[Stored dataset items]
════════

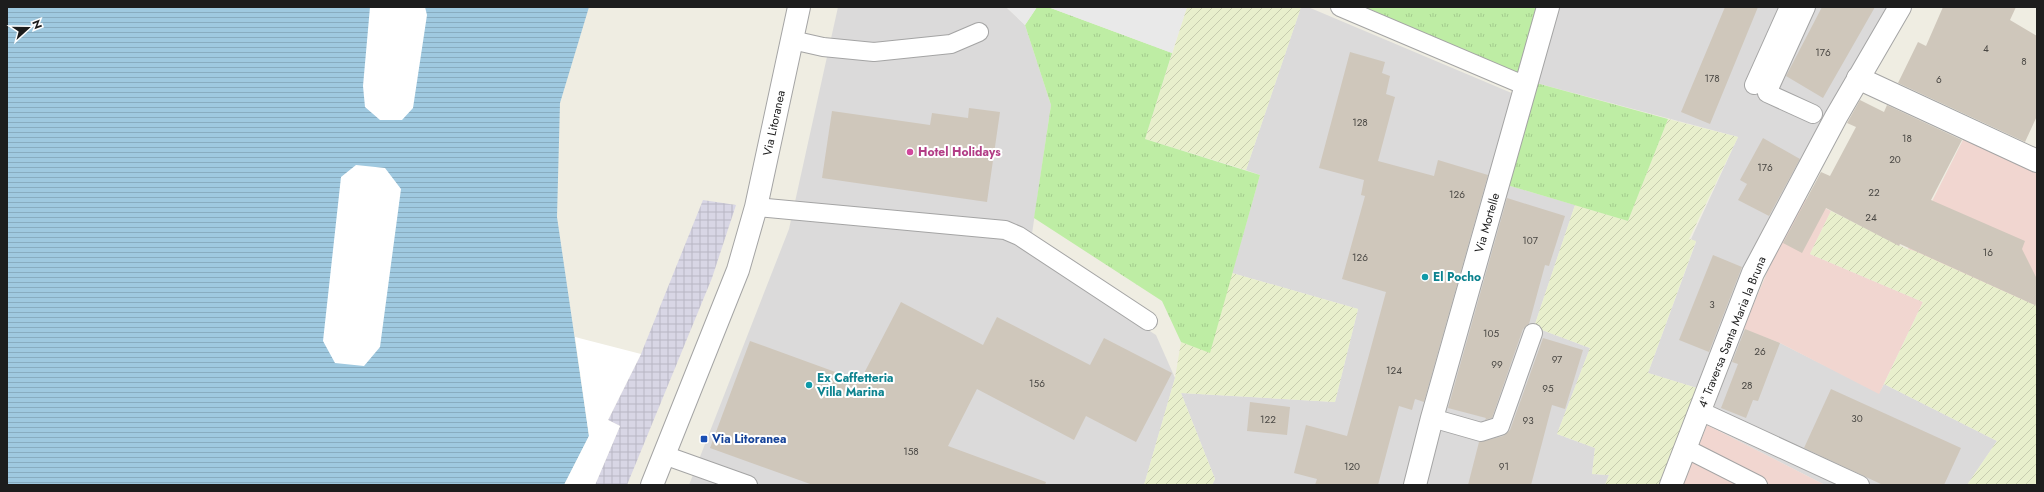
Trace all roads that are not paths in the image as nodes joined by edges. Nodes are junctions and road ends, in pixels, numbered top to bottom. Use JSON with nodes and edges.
{"nodes":[{"id":1,"x":799,"y":7,"type":"edge"},
{"id":2,"x":1340,"y":7,"type":"edge"},
{"id":3,"x":1548,"y":7,"type":"edge"},
{"id":4,"x":1789,"y":7,"type":"edge"},
{"id":5,"x":1806,"y":7,"type":"edge"},
{"id":6,"x":1900,"y":7,"type":"edge"},
{"id":7,"x":979,"y":32,"type":"dead end"},
{"id":8,"x":792,"y":40,"type":"junction"},
{"id":9,"x":1858,"y":78,"type":"junction"},
{"id":10,"x":1754,"y":85,"type":"dead end"},
{"id":11,"x":1526,"y":86,"type":"junction"},
{"id":12,"x":1813,"y":114,"type":"dead end"},
{"id":13,"x":2037,"y":161,"type":"edge"},
{"id":14,"x":756,"y":207,"type":"junction"},
{"id":15,"x":1148,"y":321,"type":"dead end"},
{"id":16,"x":1533,"y":333,"type":"dead end"},
{"id":17,"x":1700,"y":411,"type":"junction"},
{"id":18,"x":1432,"y":418,"type":"junction"},
{"id":19,"x":1685,"y":448,"type":"junction"},
{"id":20,"x":664,"y":455,"type":"junction"},
{"id":21,"x":652,"y":485,"type":"edge"},
{"id":22,"x":748,"y":485,"type":"edge"},
{"id":23,"x":1415,"y":485,"type":"edge"},
{"id":24,"x":1672,"y":485,"type":"edge"},
{"id":25,"x":1758,"y":485,"type":"edge"},
{"id":26,"x":1860,"y":485,"type":"edge"}],
"edges":[{"from":1,"to":8,"type":"street","name":"Via Litoranea"},
{"from":2,"to":11,"type":"lane"},
{"from":3,"to":11,"type":"street","name":"Via Mortelle"},
{"from":4,"to":10,"type":"lane"},
{"from":5,"to":12,"type":"lane"},
{"from":6,"to":9,"type":"street","name":"4ª Traversa Santa Maria la Bruna"},
{"from":7,"to":8,"type":"lane"},
{"from":8,"to":14,"type":"street","name":"Via Litoranea"},
{"from":9,"to":13,"type":"street"},
{"from":9,"to":17,"type":"street","name":"4ª Traversa Santa Maria la Bruna"},
{"from":11,"to":18,"type":"street","name":"Via Mortelle"},
{"from":14,"to":15,"type":"lane"},
{"from":14,"to":20,"type":"street","name":"Via Litoranea"},
{"from":16,"to":18,"type":"lane"},
{"from":17,"to":19,"type":"street","name":"4ª Traversa Santa Maria la Bruna"},
{"from":17,"to":26,"type":"lane"},
{"from":18,"to":23,"type":"street","name":"Via Mortelle"},
{"from":19,"to":24,"type":"street","name":"4ª Traversa Santa Maria la Bruna"},
{"from":19,"to":25,"type":"lane"},
{"from":20,"to":21,"type":"street","name":"Via Litoranea"},
{"from":20,"to":22,"type":"lane"}]}
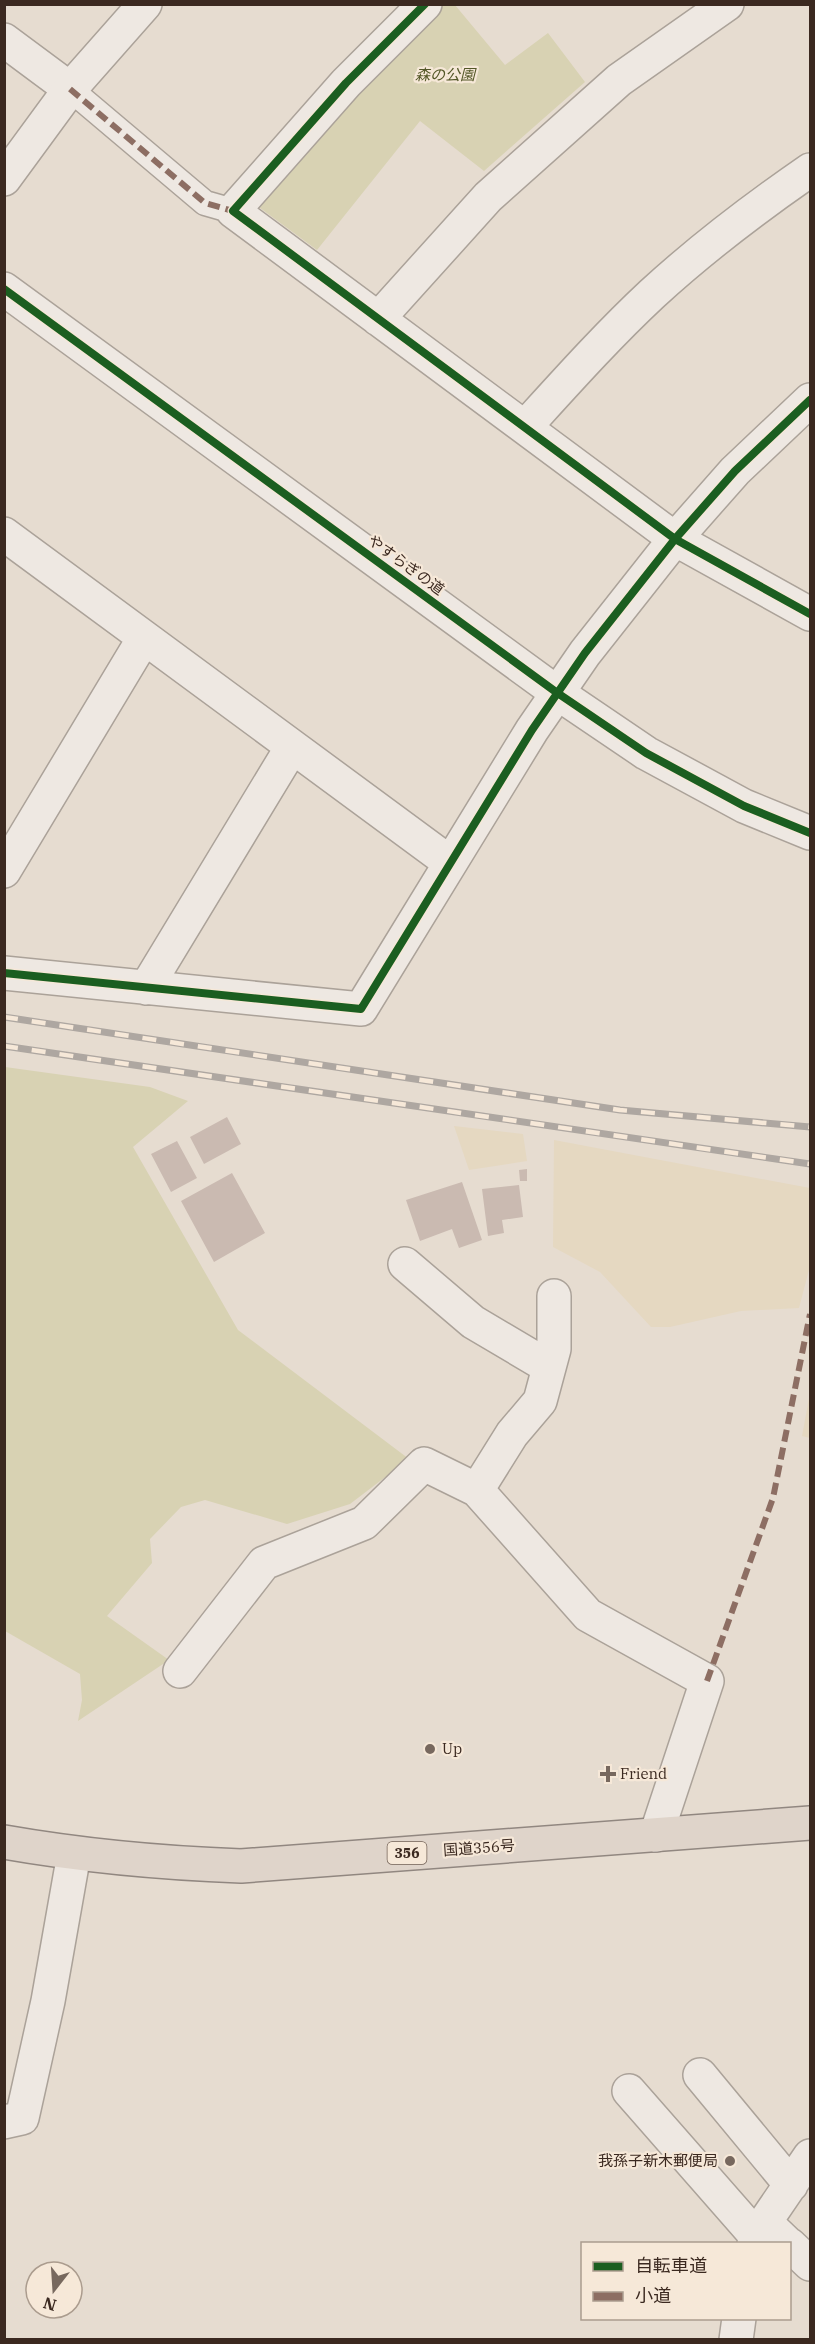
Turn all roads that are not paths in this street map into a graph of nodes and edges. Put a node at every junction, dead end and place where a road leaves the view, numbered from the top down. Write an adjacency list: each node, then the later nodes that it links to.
1 (145, 4): 5 (street)
2 (425, 4): 8 (street)
3 (728, 4): 10 (street)
4 (4, 40): 5 (street)
5 (70, 89): 7 (street); 8 (street)
6 (810, 170): 12 (street)
7 (4, 179)
8 (234, 211): 10 (street)
9 (4, 289): 17 (street, やすらぎの道)
10 (378, 319): 12 (street)
11 (810, 400): 14 (street)
12 (525, 427): 14 (street)
13 (4, 534): 16 (street)
14 (675, 539): 15 (street); 17 (street)
15 (810, 614)
16 (144, 638): 18 (street); 21 (street)
17 (556, 692): 19 (street, やすらぎの道); 20 (street)
18 (292, 747): 20 (street); 23 (street)
19 (810, 832)
20 (449, 862): 23 (street)
21 (4, 872)
22 (4, 973): 23 (street)
23 (146, 988)
24 (405, 1264): 26 (street)
25 (554, 1296): 26 (street)
26 (549, 1366): 27 (street)
27 (477, 1490): 28 (street); 30 (street)
28 (180, 1671)
29 (810, 1823): 30 (highway, 国道356号 / 356)
30 (656, 1835): 32 (highway, 国道356号 / 356)
31 (4, 1842): 32 (highway, 国道356号 / 356)
32 (74, 1854): 35 (street)
33 (700, 2075): 37 (street)
34 (629, 2091): 38 (street)
35 (4, 2122)
36 (810, 2156): 37 (street)
37 (791, 2185): 38 (street)
38 (771, 2238)
39 (791, 2251): 40 (street)
40 (810, 2264)
41 (739, 2320): 42 (street)
42 (736, 2340)

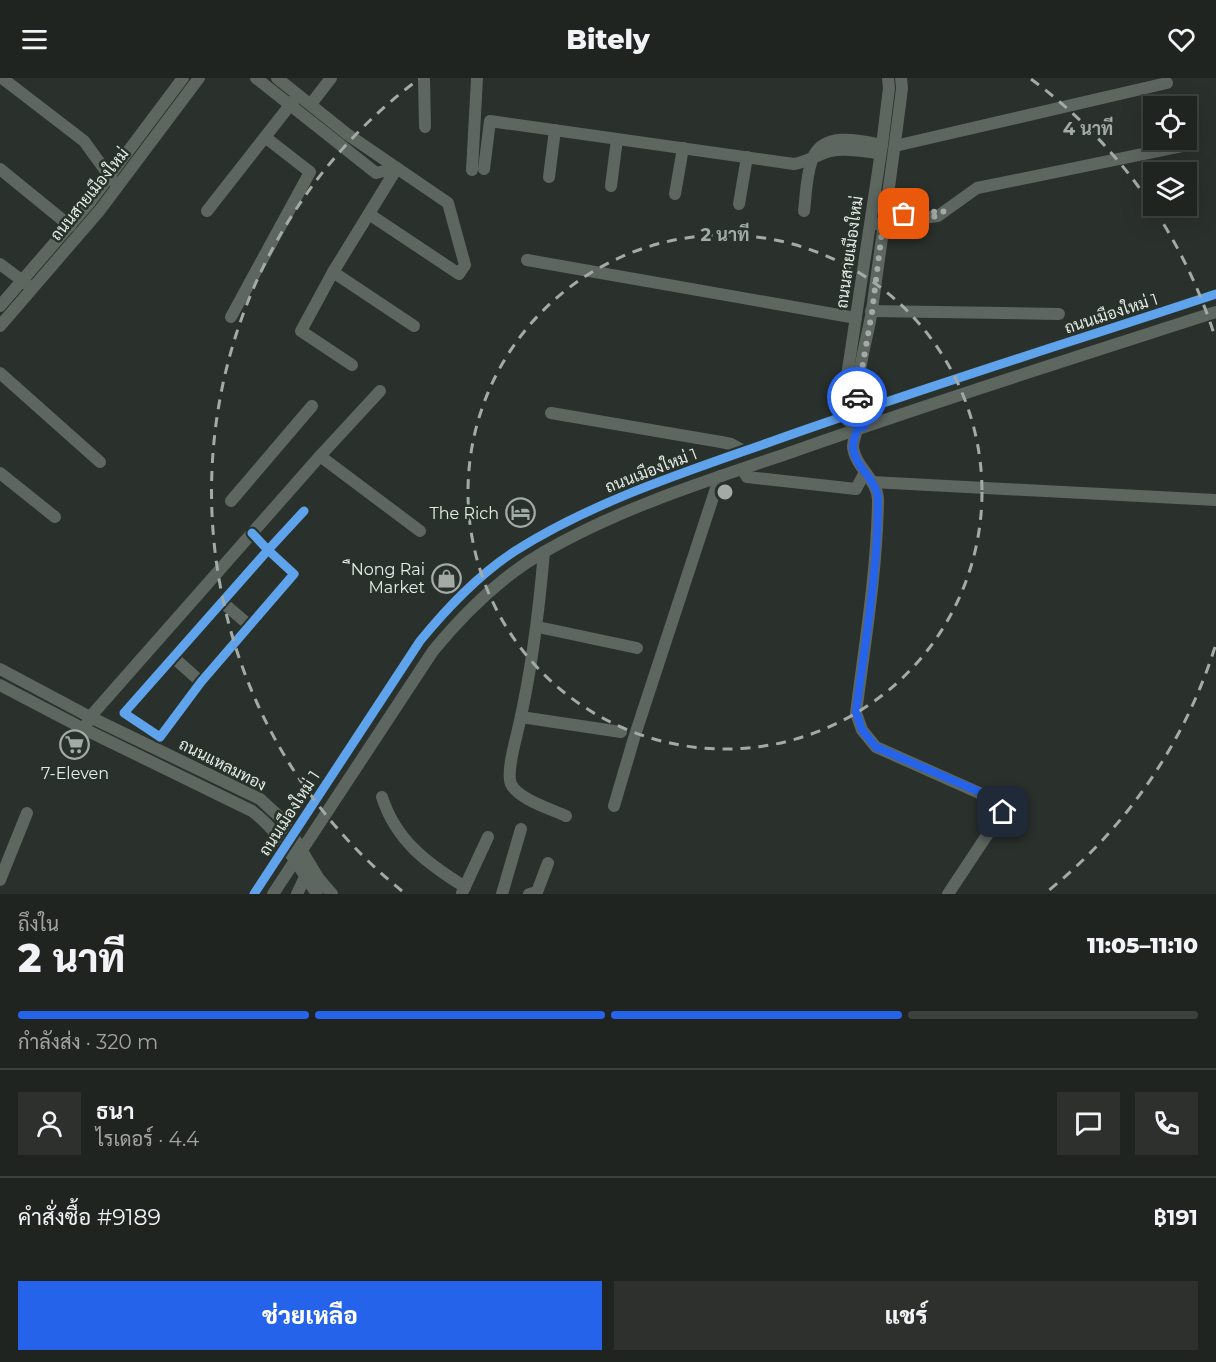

════════

Instructions to follow:
Are you able to set down all the lines above exactly, without any pictures?

Output for this task:
Trace all roads that are not paths in the image as nodes joined by edges. Nodes are junctions and road ends, in pixels, numbered top to bottom. Use JSON with nodes and edges.
{"nodes":[{"id":1,"x":799,"y":7,"type":"edge"},
{"id":2,"x":1340,"y":7,"type":"edge"},
{"id":3,"x":1548,"y":7,"type":"edge"},
{"id":4,"x":1789,"y":7,"type":"edge"},
{"id":5,"x":1806,"y":7,"type":"edge"},
{"id":6,"x":1900,"y":7,"type":"edge"},
{"id":7,"x":979,"y":32,"type":"dead end"},
{"id":8,"x":792,"y":40,"type":"junction"},
{"id":9,"x":1858,"y":78,"type":"junction"},
{"id":10,"x":1754,"y":85,"type":"dead end"},
{"id":11,"x":1526,"y":86,"type":"junction"},
{"id":12,"x":1813,"y":114,"type":"dead end"},
{"id":13,"x":2037,"y":161,"type":"edge"},
{"id":14,"x":756,"y":207,"type":"junction"},
{"id":15,"x":1148,"y":321,"type":"dead end"},
{"id":16,"x":1533,"y":333,"type":"dead end"},
{"id":17,"x":1700,"y":411,"type":"junction"},
{"id":18,"x":1432,"y":418,"type":"junction"},
{"id":19,"x":1685,"y":448,"type":"junction"},
{"id":20,"x":664,"y":455,"type":"junction"},
{"id":21,"x":652,"y":485,"type":"edge"},
{"id":22,"x":748,"y":485,"type":"edge"},
{"id":23,"x":1415,"y":485,"type":"edge"},
{"id":24,"x":1672,"y":485,"type":"edge"},
{"id":25,"x":1758,"y":485,"type":"edge"},
{"id":26,"x":1860,"y":485,"type":"edge"}],
"edges":[{"from":1,"to":8,"type":"street","name":"Via Litoranea"},
{"from":2,"to":11,"type":"lane"},
{"from":3,"to":11,"type":"street","name":"Via Mortelle"},
{"from":4,"to":10,"type":"lane"},
{"from":5,"to":12,"type":"lane"},
{"from":6,"to":9,"type":"street","name":"4ª Traversa Santa Maria la Bruna"},
{"from":7,"to":8,"type":"lane"},
{"from":8,"to":14,"type":"street","name":"Via Litoranea"},
{"from":9,"to":13,"type":"street"},
{"from":9,"to":17,"type":"street","name":"4ª Traversa Santa Maria la Bruna"},
{"from":11,"to":18,"type":"street","name":"Via Mortelle"},
{"from":14,"to":15,"type":"lane"},
{"from":14,"to":20,"type":"street","name":"Via Litoranea"},
{"from":16,"to":18,"type":"lane"},
{"from":17,"to":19,"type":"street","name":"4ª Traversa Santa Maria la Bruna"},
{"from":17,"to":26,"type":"lane"},
{"from":18,"to":23,"type":"street","name":"Via Mortelle"},
{"from":19,"to":24,"type":"street","name":"4ª Traversa Santa Maria la Bruna"},
{"from":19,"to":25,"type":"lane"},
{"from":20,"to":21,"type":"street","name":"Via Litoranea"},
{"from":20,"to":22,"type":"lane"}]}
Turn all roads that are not paths in this street map into a graph of nodes and edges. Put a node at every junction, dead end and place where a road leaves the view, numbered from the top down. Write an adjacency list: each node, then the later nodes that it links to.
1 (145, 4): 5 (street)
2 (425, 4): 8 (street)
3 (728, 4): 10 (street)
4 (4, 40): 5 (street)
5 (70, 89): 7 (street); 8 (street)
6 (810, 170): 12 (street)
7 (4, 179)
8 (234, 211): 10 (street)
9 (4, 289): 17 (street, やすらぎの道)
10 (378, 319): 12 (street)
11 (810, 400): 14 (street)
12 (525, 427): 14 (street)
13 (4, 534): 16 (street)
14 (675, 539): 15 (street); 17 (street)
15 (810, 614)
16 (144, 638): 18 (street); 21 (street)
17 (556, 692): 19 (street, やすらぎの道); 20 (street)
18 (292, 747): 20 (street); 23 (street)
19 (810, 832)
20 (449, 862): 23 (street)
21 (4, 872)
22 (4, 973): 23 (street)
23 (146, 988)
24 (405, 1264): 26 (street)
25 (554, 1296): 26 (street)
26 (549, 1366): 27 (street)
27 (477, 1490): 28 (street); 30 (street)
28 (180, 1671)
29 (810, 1823): 30 (highway, 国道356号 / 356)
30 (656, 1835): 32 (highway, 国道356号 / 356)
31 (4, 1842): 32 (highway, 国道356号 / 356)
32 (74, 1854): 35 (street)
33 (700, 2075): 37 (street)
34 (629, 2091): 38 (street)
35 (4, 2122)
36 (810, 2156): 37 (street)
37 (791, 2185): 38 (street)
38 (771, 2238)
39 (791, 2251): 40 (street)
40 (810, 2264)
41 (739, 2320): 42 (street)
42 (736, 2340)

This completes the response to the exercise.